Si scrive – è presunzione? – per non lasciare a quanti abitano il nostro mondo il diritto di popolarlo solo con altro, insomma si scrive perché non sia sempre più, se non lo è già, casa d’altri. E forse mi sembra che questo valga anche per Leo, cerca disperatamente di far in modo che Villa Porti, la vecchia e fatiscente villa abbandonata nel 1974 dall’eroe, così come succederebbe se all’asta andasse ad altri, non venga profanata. Quanto alla vendetta, sì, ci ho pensato un po’ prima di scrivere questa cosa, la vendetta ci tocca, non per far vendetta di ciò che si era, o per scalfire il futuro, ma la vita stessa come forma di vendetta gentile, di continuazione, dettata dall’impossibilità di decifrare – anche queste idee – che è poi la condizione di un Leo Vialetti che pensa e non riesce a dirsi nulla, anzi, non pensa, a pensare, dice a un certo punto, ci pensano gli occhi.
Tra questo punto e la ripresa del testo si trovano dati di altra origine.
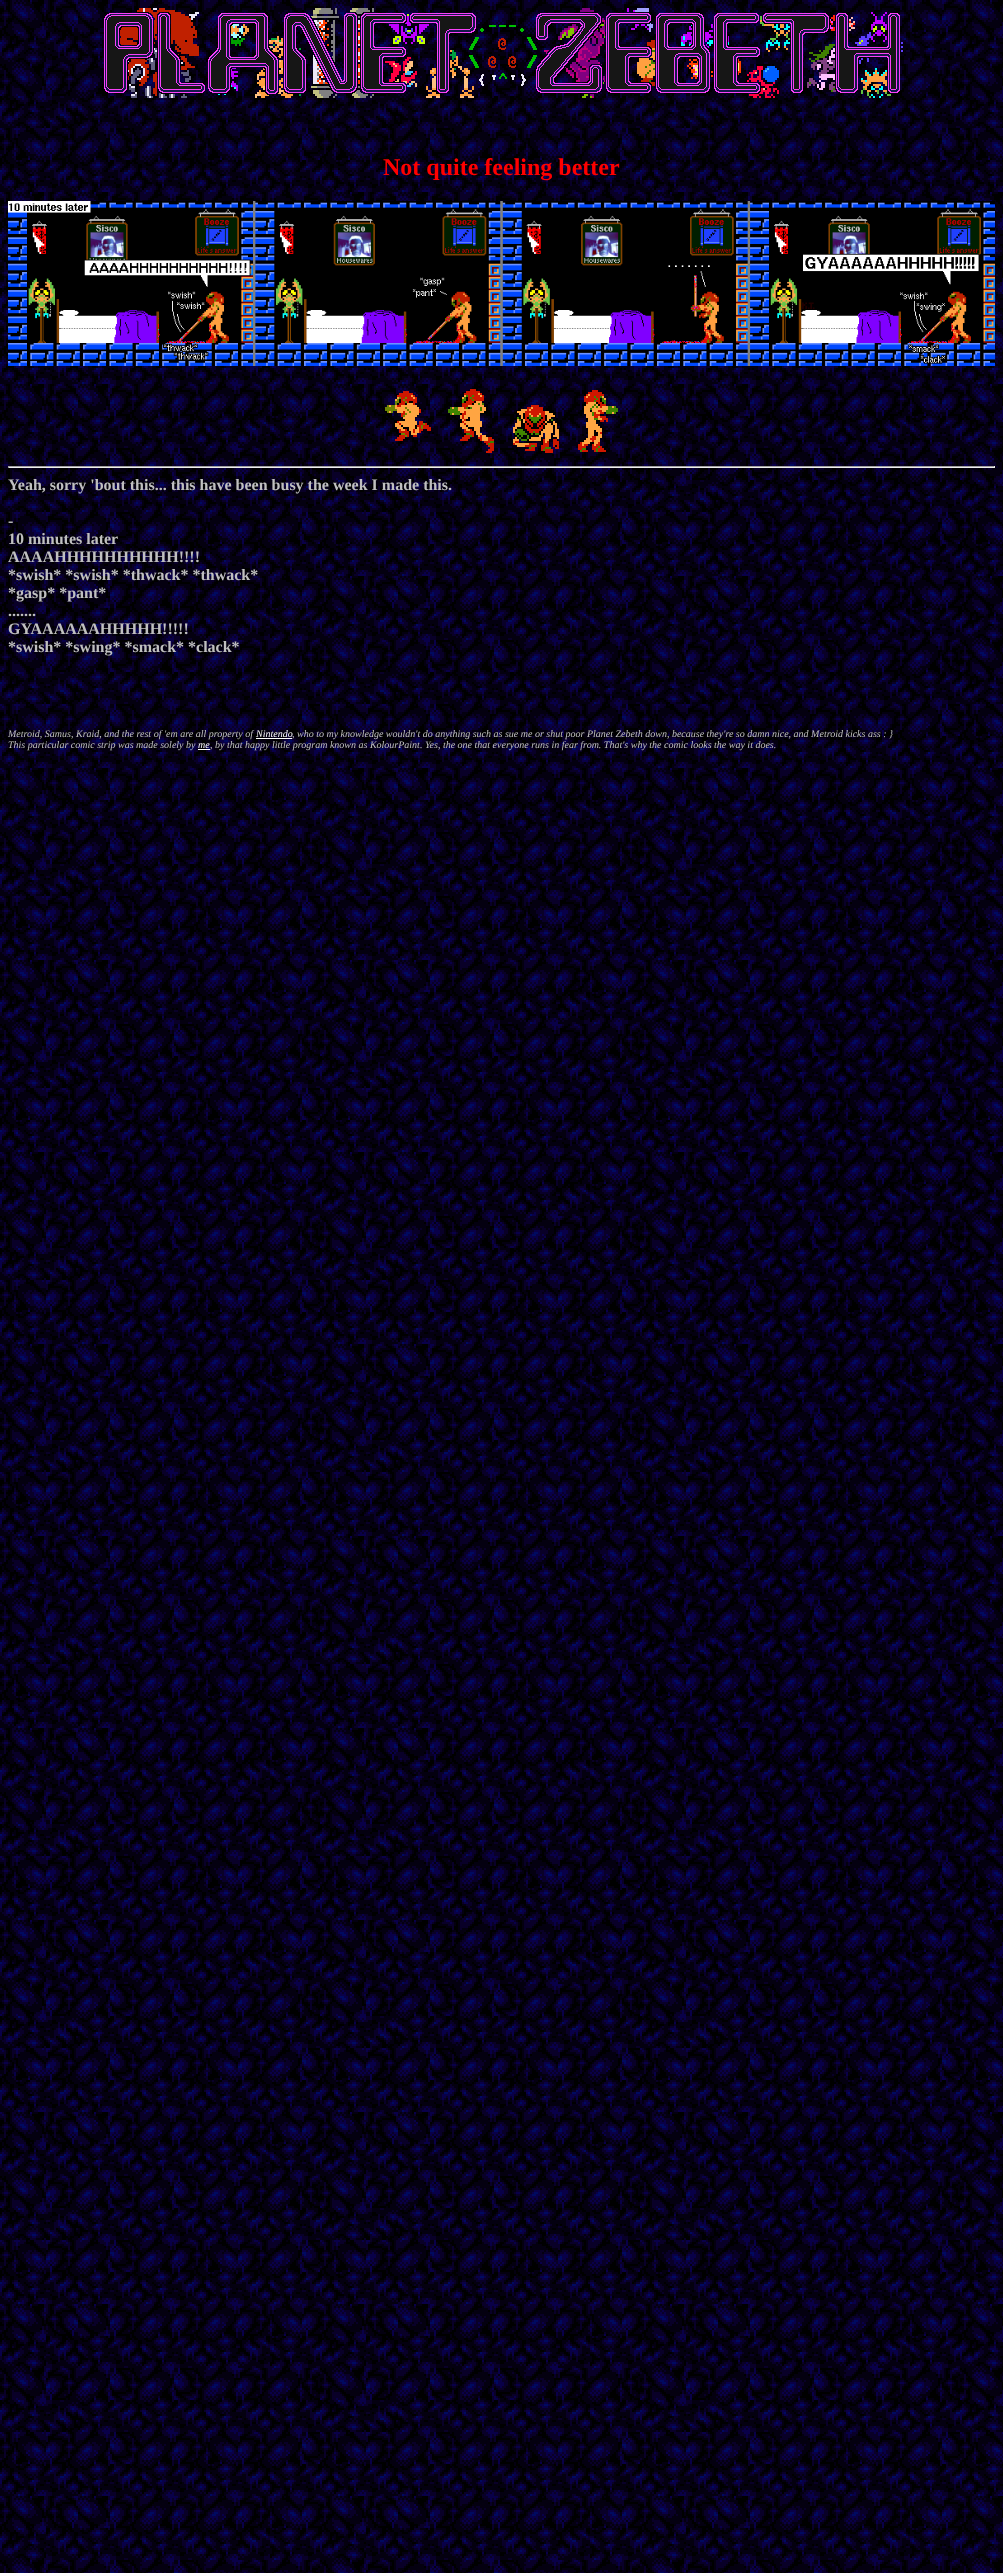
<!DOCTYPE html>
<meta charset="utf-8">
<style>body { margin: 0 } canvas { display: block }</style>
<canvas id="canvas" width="1003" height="2573"></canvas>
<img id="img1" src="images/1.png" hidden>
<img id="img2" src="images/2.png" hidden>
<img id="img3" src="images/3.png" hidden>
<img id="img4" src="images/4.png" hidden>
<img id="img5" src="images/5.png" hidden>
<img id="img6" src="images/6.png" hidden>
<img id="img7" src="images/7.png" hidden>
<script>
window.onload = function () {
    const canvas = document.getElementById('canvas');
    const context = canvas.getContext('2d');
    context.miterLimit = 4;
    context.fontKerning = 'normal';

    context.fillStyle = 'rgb(255, 255, 255)';
    context.fillRect(0, 0, 1003, 2573);
    context.drawImage(document.getElementById('img1'), 0, 0, 1003, 2573);
    context.drawImage(document.getElementById('img2'), 104, 8, 799, 90);
    context.drawImage(document.getElementById('img3'), 8, 201, 987, 165);
    context.drawImage(document.getElementById('img4'), 385, 391, 46, 50);
    context.drawImage(document.getElementById('img5'), 448, 389, 46, 64);
    context.drawImage(document.getElementById('img6'), 513, 405, 46, 48);
    context.drawImage(document.getElementById('img7'), 578, 390, 40, 62);
    context.fillStyle = 'rgb(159, 159, 159)';
    context.fillRect(8, 466, 987, 1);
    context.fillStyle = 'rgb(238, 238, 238)';
    context.fillRect(994, 466, 1, 2);
    context.fillRect(8, 467, 987, 1);
    context.fillStyle = 'rgb(159, 159, 159)';
    context.fillRect(8, 466, 1, 2);
    context.fillStyle = 'rgb(255, 255, 255)';
    context.fillRect(256, 738, 36, 1);
    context.fillRect(198, 749, 12, 1);
    context.font = 'bold 24px Liberation Serif';
    context.fillStyle = 'rgb(255, 0, 0)';
    context.fillText('Not quite feeling better', 383, 175);
    context.font = 'bold 16px Liberation Serif';
    context.fillStyle = 'rgb(192, 192, 192)';
    context.fillText('Yeah, sorry \'bout this... this have been busy the week I made this.', 8, 490);
    context.fillText('-', 8, 526);
    context.fillText('10 minutes later', 8, 544);
    context.fillText('AAAAHHHHHHHHHH!!!!', 8, 562);
    context.fillText('*swish* *swish* *thwack* *thwack*', 8, 580);
    context.fillText('*gasp* *pant*', 8, 598);
    context.fillText('.......', 8, 616);
    context.fillText('GYAAAAAAHHHHH!!!!!', 8, 634);
    context.fillText('*swish* *swing* *smack* *clack*', 8, 652);
    context.font = 'italic 10px Liberation Serif';
    context.fillText('Metroid, Samus, Kraid, and the rest of \'em are all property of', 8, 737);
    context.fillStyle = 'rgb(255, 255, 255)';
    context.fillText('Nintendo', 256, 737);
    context.fillStyle = 'rgb(192, 192, 192)';
    context.fillText(', who to my knowledge wouldn\'t do anything such as sue me or shut poor Planet Zebeth down, because they\'re so damn nice, and Metroid kicks ass : }', 292, 737);
    context.fillText('This particular comic strip was made solely by', 8, 748);
    context.fillStyle = 'rgb(255, 255, 255)';
    context.fillText('me', 198, 748);
    context.fillStyle = 'rgb(192, 192, 192)';
    context.fillText(', by that happy little program known as KolourPaint. Yes, the one that everyone runs in fear from. That\'s why the comic looks the way it does.', 210, 748);
};
</script>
L’arte dell’innesto, in cui è abile Leo, mi pare che indichi anche l’innesto di più lingue, di più culture. C’è qualcosa di metaforico, di ‘politico’ in questa scelta?

Boris Pahor diceva che la fine della sua lingua, sostituita dall’obbligo della lingua italiana, quando è andato a scuola, è stata come un’amputazione. Anche l’innesto è un’amputazione, in qualche modo, anche se diventa un regalo, un simbolo, nuova carne. Di politico no, ma di simbolico molto. Leo, bambino senza padre, impara l’innesto nel 1974, e per il resto della sua vita proverà ad affinarsi nella tecnica di innesto delle piante, che in dialetto ligure, risponde al verbo inserire.

Che libro ti ha formato, in fondo? Ti interessa la letteratura italiana di oggi?

Mi hanno coltivato gli amori, un tempo il realismo di Cesare Pavese (sono figlio di contadini e La luna e i falò è quanto si aspettava uno come me, uno per cui il Piemonte non è un’estensione, ma il vero marsupio della Liguria), il lirismo arido di Francesco Biamonti, la malinconia di ogni Pereira tabucchiano, fino alla solitudine di Haroldo Conti che ben conosci. Traduco cosa amo e continua a formarmi ciò che traduco. Quanto alla letteratura italiana, certo che mi interessa, la leggo, soprattutto quella sommersa, e a volte faccio di tutto per tirarla su dai fondali, come ho fatto per la letteratura di Elio Lanteri.